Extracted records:

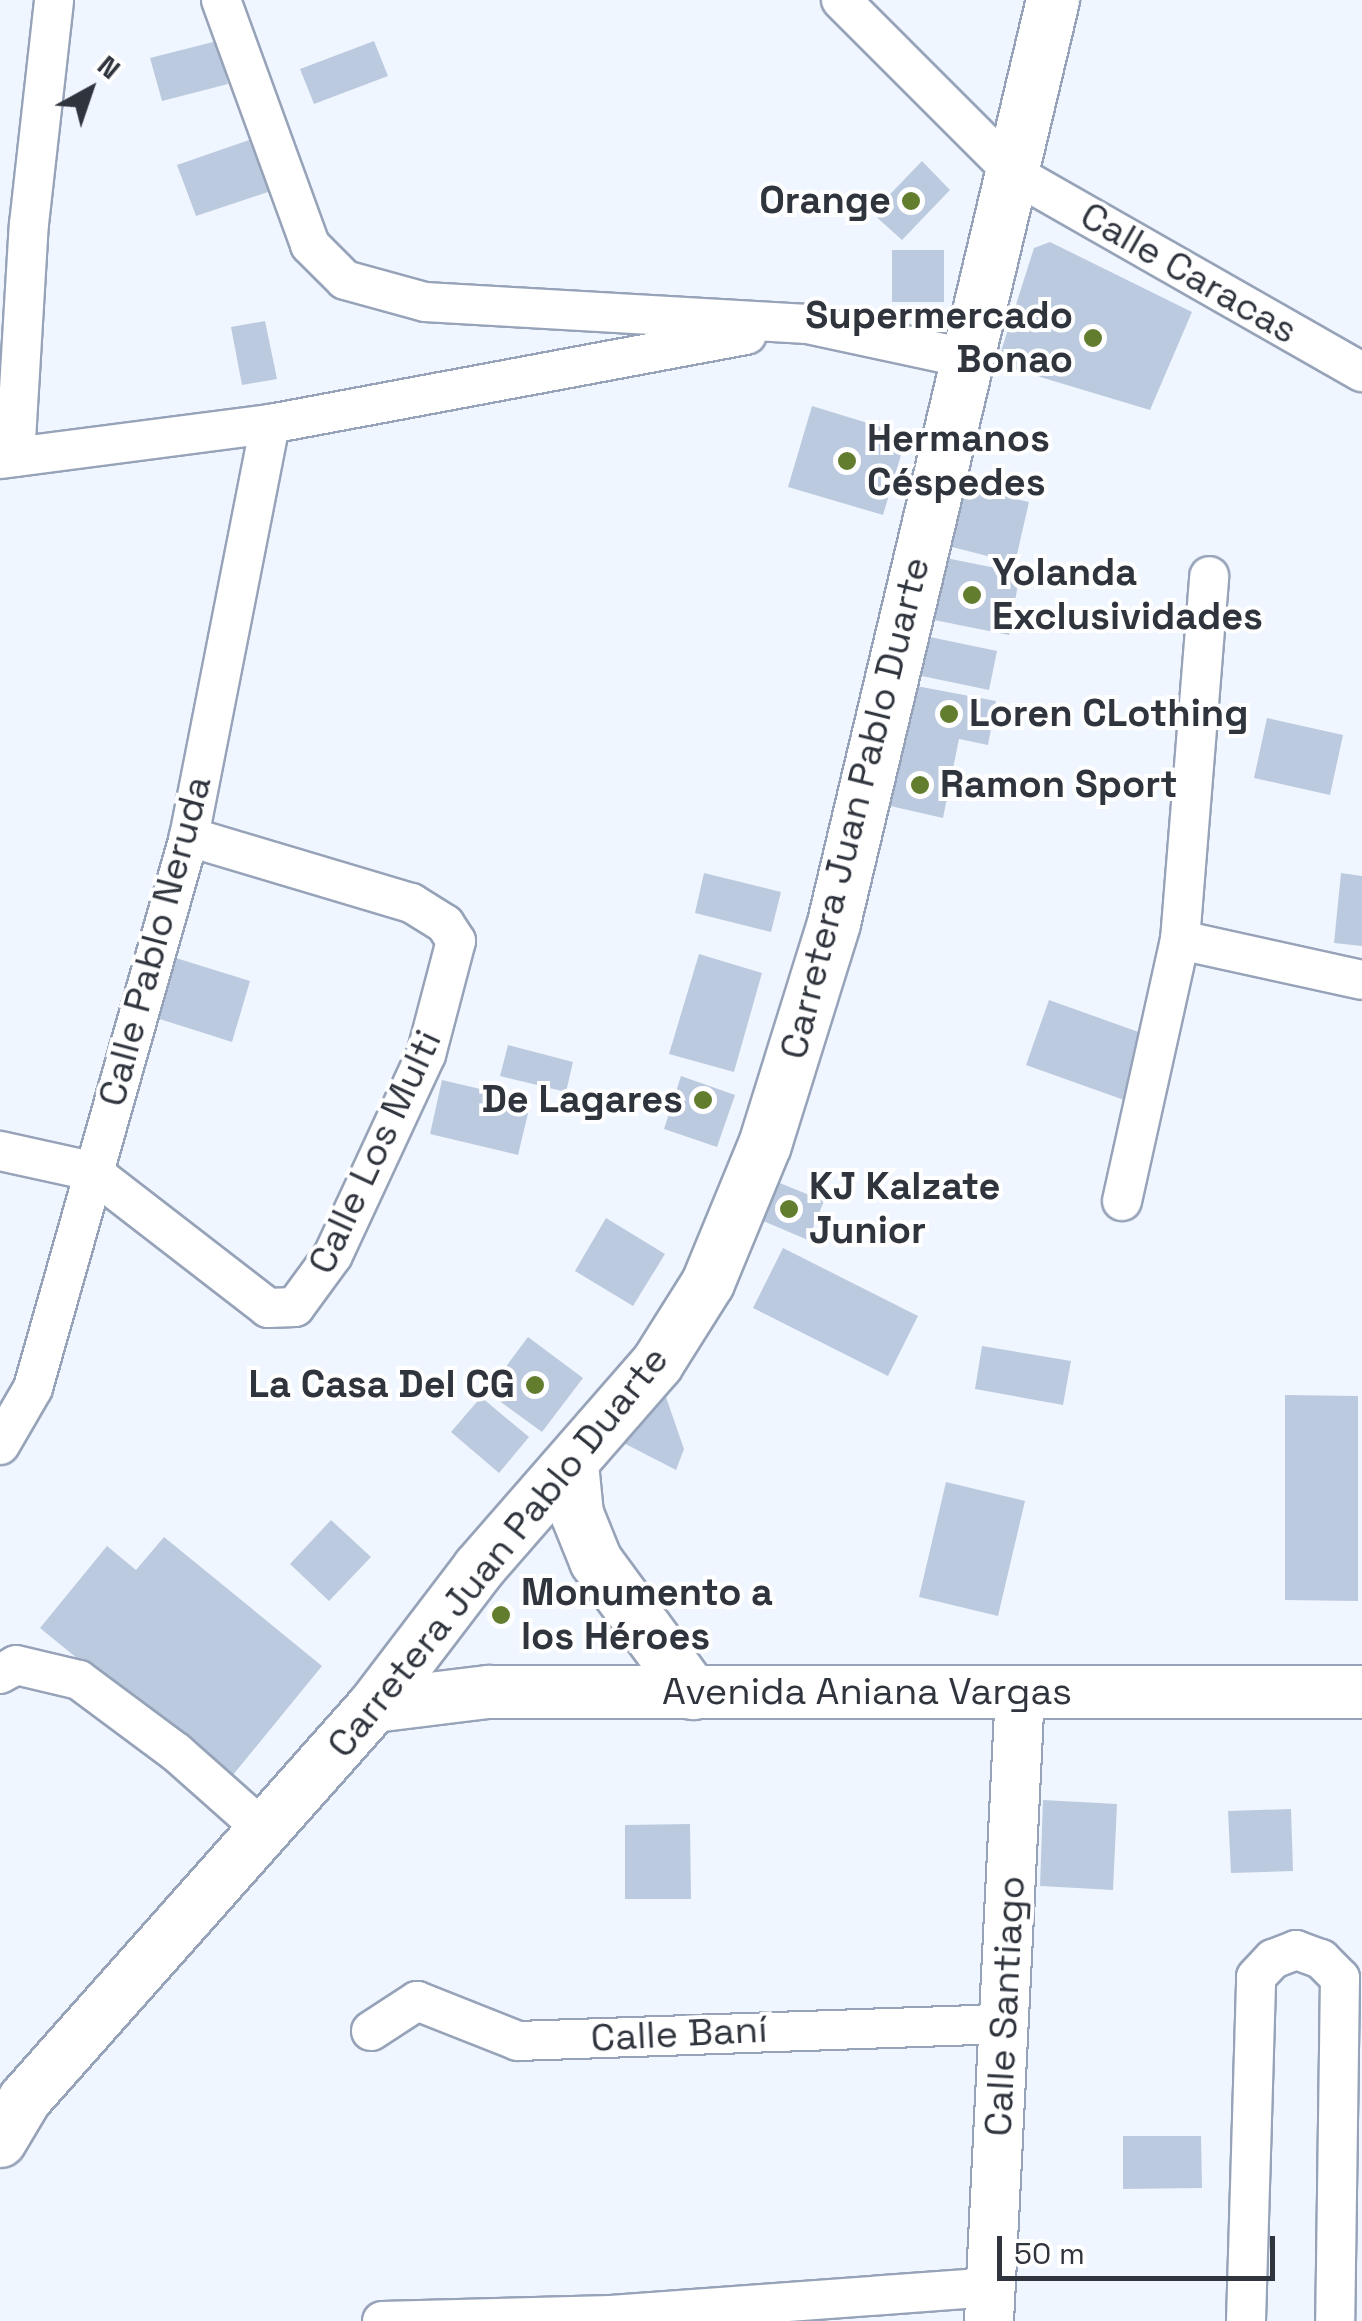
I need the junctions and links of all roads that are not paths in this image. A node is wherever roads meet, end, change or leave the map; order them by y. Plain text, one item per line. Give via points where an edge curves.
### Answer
1 (54, 0) edge
2 (221, 0) edge
3 (841, 0) edge
4 (1053, 0) edge
5 (1016, 175) junction
6 (14, 212) edge
7 (807, 324) junction
8 (966, 358) junction
9 (1362, 372) edge
10 (270, 424) junction
11 (7, 458) edge
12 (1210, 576) dead end
13 (189, 837) junction
14 (1180, 940) junction
15 (1362, 980) edge
16 (0, 1151) edge
17 (91, 1171) junction
18 (1122, 1201) dead end
19 (0, 1444) edge
20 (572, 1464) junction
21 (0, 1674) edge
22 (1020, 1692) junction
23 (1362, 1692) edge
24 (693, 1693) junction
25 (374, 1706) junction
26 (265, 1832) junction
27 (1004, 2024) junction
28 (371, 2032) dead end
29 (8, 2109) edge
30 (990, 2304) edge
31 (610, 2318) edge
32 (382, 2321) edge
33 (1246, 2321) edge
34 (1335, 2321) edge

1 - 6 street
2 - 7 street via 310,245 346,280 425,302
3 - 5 street, Calle Caracas
4 - 5 main road, Carretera Juan Pablo Duarte
5 - 8 main road, Carretera Juan Pablo Duarte
5 - 9 street, Calle Caracas
6 - 11 street
7 - 8 street
7 - 10 street
8 - 20 main road, Carretera Juan Pablo Duarte via 834,923 765,1145 708,1283 657,1364
10 - 11 street
10 - 13 street, Calle Pablo Neruda
12 - 14 street
13 - 17 street, Calle Pablo Neruda
13 - 17 street, Calle Los Multi via 412,904 445,924 457,957 426,1055 366,1190 333,1255 295,1307 283,1312 251,1297
14 - 15 street
14 - 18 street
16 - 17 street, Calle Los Multi
17 - 19 street, Calle Pablo Neruda via 33,1388
20 - 24 main road via 577,1514 596,1561
20 - 25 main road, Carretera Juan Pablo Duarte via 479,1568
21 - 26 street via 16,1665 80,1680 176,1752
22 - 23 main road, Avenida Aniana Vargas
22 - 24 main road, Avenida Aniana Vargas
22 - 27 street, Calle Santiago
24 - 25 main road, Avenida Aniana Vargas via 488,1692
25 - 26 main road, Carretera Juan Pablo Duarte
26 - 29 main road, Carretera Juan Pablo Duarte
27 - 28 street, Calle Baní via 518,2041 417,2001
27 - 30 street, Calle Santiago
30 - 31 street
31 - 32 street
33 - 34 street via 1256,1977 1273,1959 1296,1950 1321,1958 1340,1978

TASK REQUIREMENTS. Every entry above should be returned exactly, with no images included.

FINISHED EXERCISE.
I need the junctions and links of all roads that are not paths in this image. A node is wherever roads meet, end, change or leave the map; order them by y. Plain text, one item per line. Give via points where an edge curves.
### Answer
1 (54, 0) edge
2 (221, 0) edge
3 (841, 0) edge
4 (1053, 0) edge
5 (1016, 175) junction
6 (14, 212) edge
7 (807, 324) junction
8 (966, 358) junction
9 (1362, 372) edge
10 (270, 424) junction
11 (7, 458) edge
12 (1210, 576) dead end
13 (189, 837) junction
14 (1180, 940) junction
15 (1362, 980) edge
16 (0, 1151) edge
17 (91, 1171) junction
18 (1122, 1201) dead end
19 (0, 1444) edge
20 (572, 1464) junction
21 (0, 1674) edge
22 (1020, 1692) junction
23 (1362, 1692) edge
24 (693, 1693) junction
25 (374, 1706) junction
26 (265, 1832) junction
27 (1004, 2024) junction
28 (371, 2032) dead end
29 (8, 2109) edge
30 (990, 2304) edge
31 (610, 2318) edge
32 (382, 2321) edge
33 (1246, 2321) edge
34 (1335, 2321) edge

1 - 6 street
2 - 7 street via 310,245 346,280 425,302
3 - 5 street, Calle Caracas
4 - 5 main road, Carretera Juan Pablo Duarte
5 - 8 main road, Carretera Juan Pablo Duarte
5 - 9 street, Calle Caracas
6 - 11 street
7 - 8 street
7 - 10 street
8 - 20 main road, Carretera Juan Pablo Duarte via 834,923 765,1145 708,1283 657,1364
10 - 11 street
10 - 13 street, Calle Pablo Neruda
12 - 14 street
13 - 17 street, Calle Pablo Neruda
13 - 17 street, Calle Los Multi via 412,904 445,924 457,957 426,1055 366,1190 333,1255 295,1307 283,1312 251,1297
14 - 15 street
14 - 18 street
16 - 17 street, Calle Los Multi
17 - 19 street, Calle Pablo Neruda via 33,1388
20 - 24 main road via 577,1514 596,1561
20 - 25 main road, Carretera Juan Pablo Duarte via 479,1568
21 - 26 street via 16,1665 80,1680 176,1752
22 - 23 main road, Avenida Aniana Vargas
22 - 24 main road, Avenida Aniana Vargas
22 - 27 street, Calle Santiago
24 - 25 main road, Avenida Aniana Vargas via 488,1692
25 - 26 main road, Carretera Juan Pablo Duarte
26 - 29 main road, Carretera Juan Pablo Duarte
27 - 28 street, Calle Baní via 518,2041 417,2001
27 - 30 street, Calle Santiago
30 - 31 street
31 - 32 street
33 - 34 street via 1256,1977 1273,1959 1296,1950 1321,1958 1340,1978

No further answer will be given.